- **WORK TO COMPLETE**
Reproduce each record exactly. The pictures should be skipped.

* * *

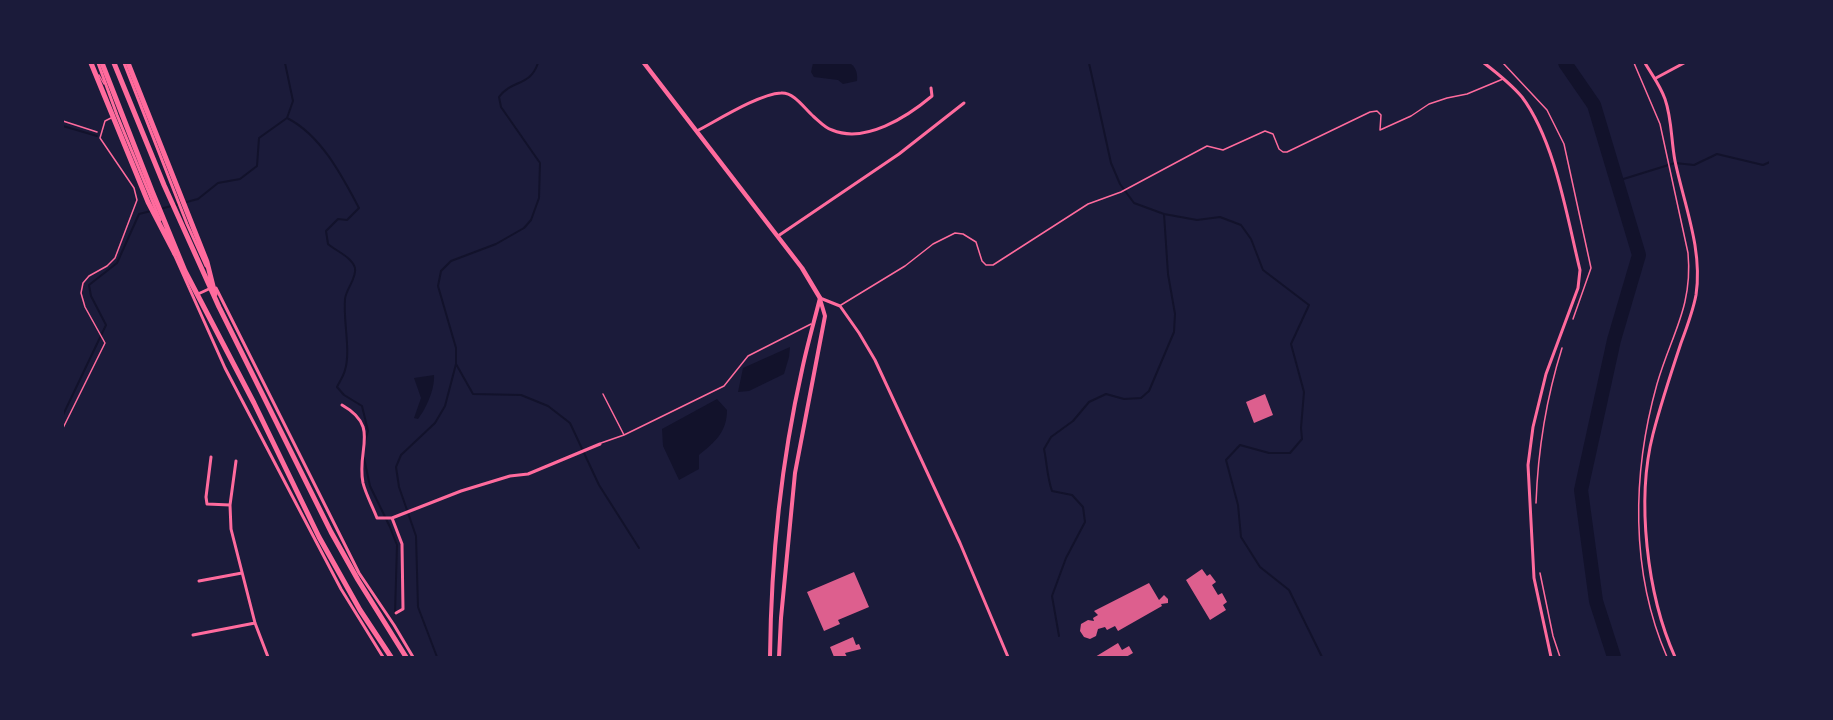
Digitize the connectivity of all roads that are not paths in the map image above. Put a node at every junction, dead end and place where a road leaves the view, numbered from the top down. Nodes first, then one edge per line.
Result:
1 (90, 63) edge
2 (100, 63) edge
3 (114, 63) edge
4 (127, 63) edge
5 (644, 63) edge
6 (1484, 63) edge
7 (1645, 63) edge
8 (1684, 63) edge
9 (1656, 78) junction
10 (1504, 79) junction
11 (107, 88) junction
12 (931, 88) dead end
13 (964, 103) dead end
14 (117, 115) junction
15 (697, 131) junction
16 (777, 236) junction
17 (185, 271) junction
18 (215, 286) junction
19 (194, 297) junction
20 (820, 298) junction
21 (840, 306) junction
22 (219, 307) junction
23 (814, 322) junction
24 (603, 394) dead end
25 (342, 405) dead end
26 (63, 428) edge
27 (624, 435) junction
28 (600, 444) joint
29 (211, 457) dead end
30 (236, 461) dead end
31 (230, 505) junction
32 (392, 518) junction
33 (242, 573) junction
34 (199, 581) dead end
35 (396, 613) dead end
36 (255, 623) junction
37 (192, 635) dead end
38 (268, 657) edge
39 (383, 657) edge
40 (391, 657) edge
41 (406, 657) edge
42 (413, 657) edge
43 (770, 657) edge
44 (779, 657) edge
45 (1008, 657) edge
46 (1551, 657) edge
47 (1676, 657) edge

1 - 11 lane
1 - 17 highway
2 - 11 street
2 - 17 highway
3 - 22 highway
4 - 18 street
4 - 22 highway
5 - 15 main road
6 - 10 street
7 - 9 street
8 - 9 street
9 - 47 street
10 - 21 lane
10 - 46 street
11 - 14 street
12 - 15 street
13 - 16 street
14 - 19 street
14 - 26 lane
15 - 16 main road
16 - 20 main road
17 - 40 highway
18 - 19 street
18 - 42 street
19 - 39 street
20 - 21 street
20 - 23 street
20 - 44 street
21 - 45 street
22 - 41 highway
23 - 27 lane
23 - 43 street
24 - 27 lane
25 - 32 street
27 - 28 lane
28 - 32 street
29 - 31 street
30 - 31 street
31 - 33 street
32 - 35 street
33 - 34 street
33 - 36 street
36 - 37 street
36 - 38 street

* * *

- **RESPONSE**
Digitize the connectivity of all roads that are not paths in the map image above. Put a node at every junction, dead end and place where a road leaves the view, numbered from the top down. Nodes first, then one edge per line.
Result:
1 (90, 63) edge
2 (100, 63) edge
3 (114, 63) edge
4 (127, 63) edge
5 (644, 63) edge
6 (1484, 63) edge
7 (1645, 63) edge
8 (1684, 63) edge
9 (1656, 78) junction
10 (1504, 79) junction
11 (107, 88) junction
12 (931, 88) dead end
13 (964, 103) dead end
14 (117, 115) junction
15 (697, 131) junction
16 (777, 236) junction
17 (185, 271) junction
18 (215, 286) junction
19 (194, 297) junction
20 (820, 298) junction
21 (840, 306) junction
22 (219, 307) junction
23 (814, 322) junction
24 (603, 394) dead end
25 (342, 405) dead end
26 (63, 428) edge
27 (624, 435) junction
28 (600, 444) joint
29 (211, 457) dead end
30 (236, 461) dead end
31 (230, 505) junction
32 (392, 518) junction
33 (242, 573) junction
34 (199, 581) dead end
35 (396, 613) dead end
36 (255, 623) junction
37 (192, 635) dead end
38 (268, 657) edge
39 (383, 657) edge
40 (391, 657) edge
41 (406, 657) edge
42 (413, 657) edge
43 (770, 657) edge
44 (779, 657) edge
45 (1008, 657) edge
46 (1551, 657) edge
47 (1676, 657) edge

1 - 11 lane
1 - 17 highway
2 - 11 street
2 - 17 highway
3 - 22 highway
4 - 18 street
4 - 22 highway
5 - 15 main road
6 - 10 street
7 - 9 street
8 - 9 street
9 - 47 street
10 - 21 lane
10 - 46 street
11 - 14 street
12 - 15 street
13 - 16 street
14 - 19 street
14 - 26 lane
15 - 16 main road
16 - 20 main road
17 - 40 highway
18 - 19 street
18 - 42 street
19 - 39 street
20 - 21 street
20 - 23 street
20 - 44 street
21 - 45 street
22 - 41 highway
23 - 27 lane
23 - 43 street
24 - 27 lane
25 - 32 street
27 - 28 lane
28 - 32 street
29 - 31 street
30 - 31 street
31 - 33 street
32 - 35 street
33 - 34 street
33 - 36 street
36 - 37 street
36 - 38 street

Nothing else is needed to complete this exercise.